Хайн нахмурился. Он не забыл ни той ямы, откуда ему пришлось идти в штрафную роту, ни тех ям, которые копал. Он не знал, что страшнее. Нет, пожалуй, все-таки та, где лежали русские. Потому что их убили ни за что ни про что - это-то теперь дошло до сознания Хайна.
- Я видел яму, куда комендант навалил полтысячи русских, - глухо сказал Хайн. - Страшно было смотреть на них.
- Да, ты рассказывал мне эту историю, - лениво ответил Эберт. - Что ж, командующий разыграл отличное представление. Как в театре. Один из саперов, он ученый малый, доктор каких-то там наук, попавший в саперы по милости разозлившегося на него начальника, покатываясь со смеху, рассказывал ребятам, что командующий произнес, как он сказал, монолог в духе Шекспира. Я не знаю, кто был тот тип, но тоже, видно, любил представления в том же духе. Это было здорово придумано! Коменданта отослали в штрафную рогу, через два дня его взяли в плен русские. "Преступление и наказание" - есть такая книжка, не помню, кто ее написал. Какой-то русский. Или поляк. Уж теперь большевики вытянут из того эсэсовца все, что им надо! И он ответит за то, что делал здесь. - Но кто ему приказывал делать, ты, случайно, не знаешь, Хайн?
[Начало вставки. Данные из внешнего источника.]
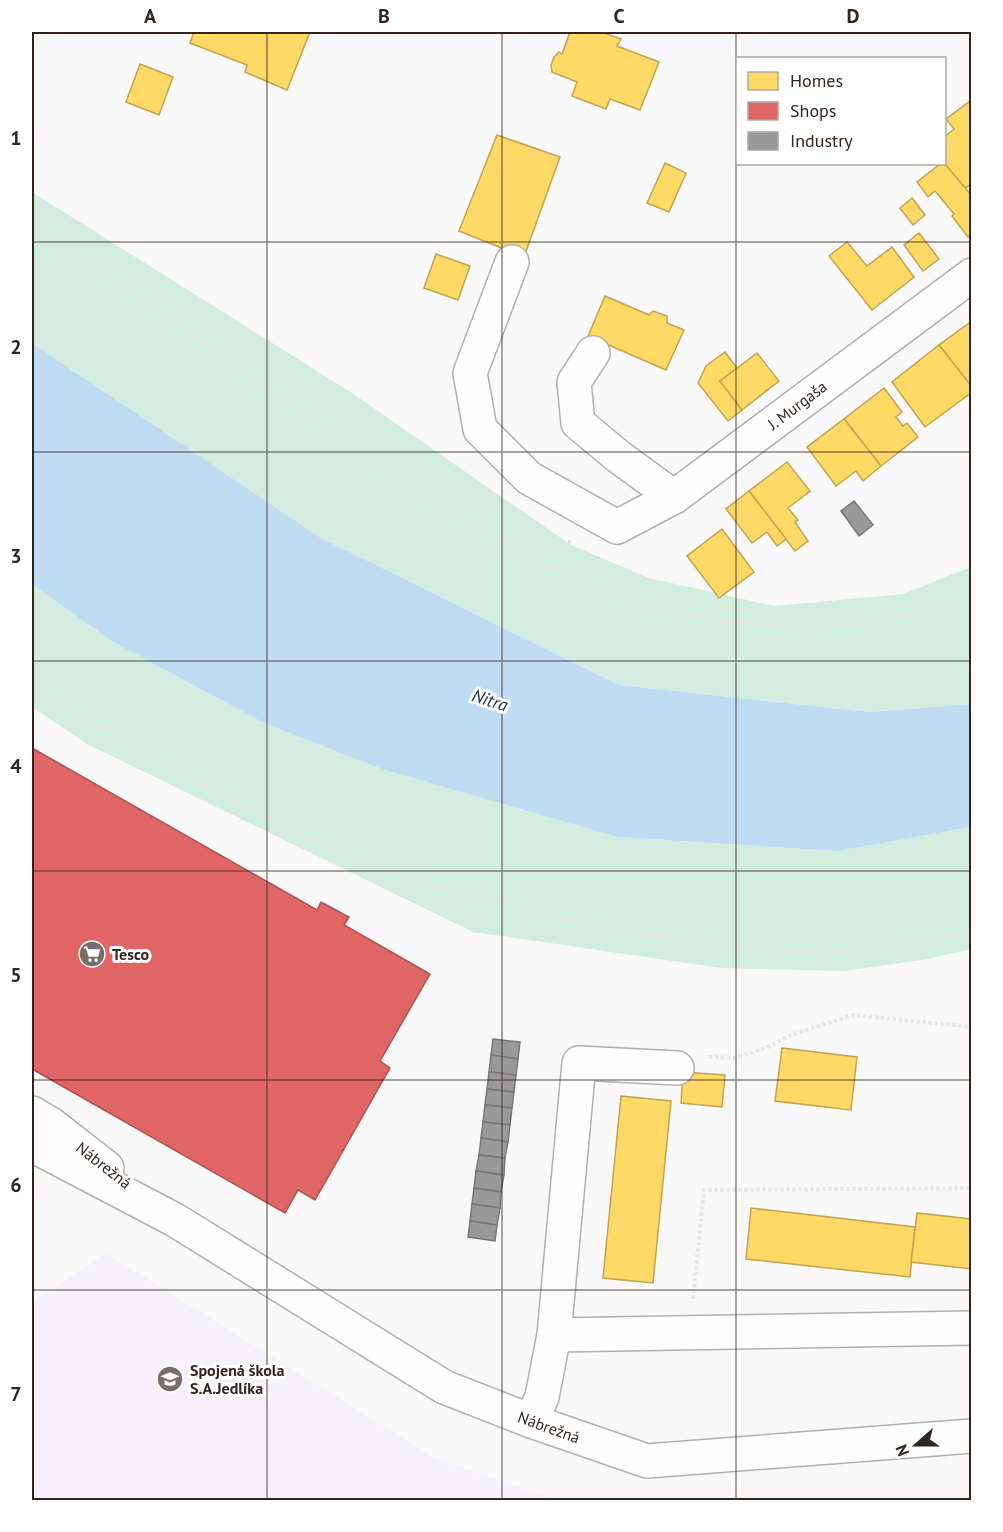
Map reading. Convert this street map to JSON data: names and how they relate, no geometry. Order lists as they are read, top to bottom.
{
  "streets": {
    "street": ["J. Murgaša", "Nábrežná"]
  },
  "water": ["Nitra"],
  "places": {
    "supermarket": ["Tesco"],
    "school or university": ["Spojená škola S.A.Jedlíka"]
  },
  "legend": ["Homes", "Shops", "Industry"],
  "north": "left",
  "grid": {
    "columns": [
      "A",
      "B",
      "C",
      "D"
    ],
    "rows": [
      "1",
      "2",
      "3",
      "4",
      "5",
      "6",
      "7"
    ]
  }
}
Ха-ха! Им-то не придется отвечать. Они такие чистенькие, такие святые!…
- Меня не было, но Адам говорил, что командующий был очень расстроен в те дни, - пробормотал Хайн.
- Он просто представил самого себя в той яме, Хайн, - рассмеялся Эберт. - Не очень весело думать, что и ты будешь валяться в такой же яме с руками, перекрученными проволокой. Или увидеть свою жену в том виде, в каком ты видел ту женщину с ребенком. В нашем положении все возможно, - заключил он. - Н-да! Коменданта убрали, но отвечать все равно придется всем нам. Твоей матери, твоим сестрам, твоим братьям и моему старику тоже. Не знаю, может, им не будут скручивать руки и пальцы проволокой, но горюшка они хлебнут. За все украденное платить будут не генералы и полковники, а народ. Мне рассказывал отец, каково было выплачивать контрибуцию за прошлую войну. Вчистую разорилась Германия.
- Ты говоришь так, словно мы уже побеждены, - одернул Эберта Хайн. - До границ родины далеко, и мы еще посмотрим, кто кого…
- Иди к себе, дурак, - хладнокровно заявил Эберт. - Иди и утешай себя этими слюнявыми мыслями.
- Ну, ну, не сердись!
- Вы слышали, что он сказал? - драматически обращался Эберт к невидимым слушателям. - Этот идиот сказал, что до границ Германии далеко. Верно, далеко. Ровно столько, сколько мы прошли от границ родины до Волги, столько же и русским идти от Волги до границ нашей родины. Ни на дюйм меньше, Хайн. Да будь я проклят, если еще раз поверю, будто война с большевиками - священная миссия германской нации, а жизненное пространство может быть приобретено только на Востоке. - Эберт скверно выругался. - Мне нужен клочок земли. Он есть у отца. Больше мне ничего не нужно, ничего, будь они прокляты! И я еще не знаю, может, мое жизненное пространство завтра ограничится двумя метрами земли. Мне еще думать о чем-то!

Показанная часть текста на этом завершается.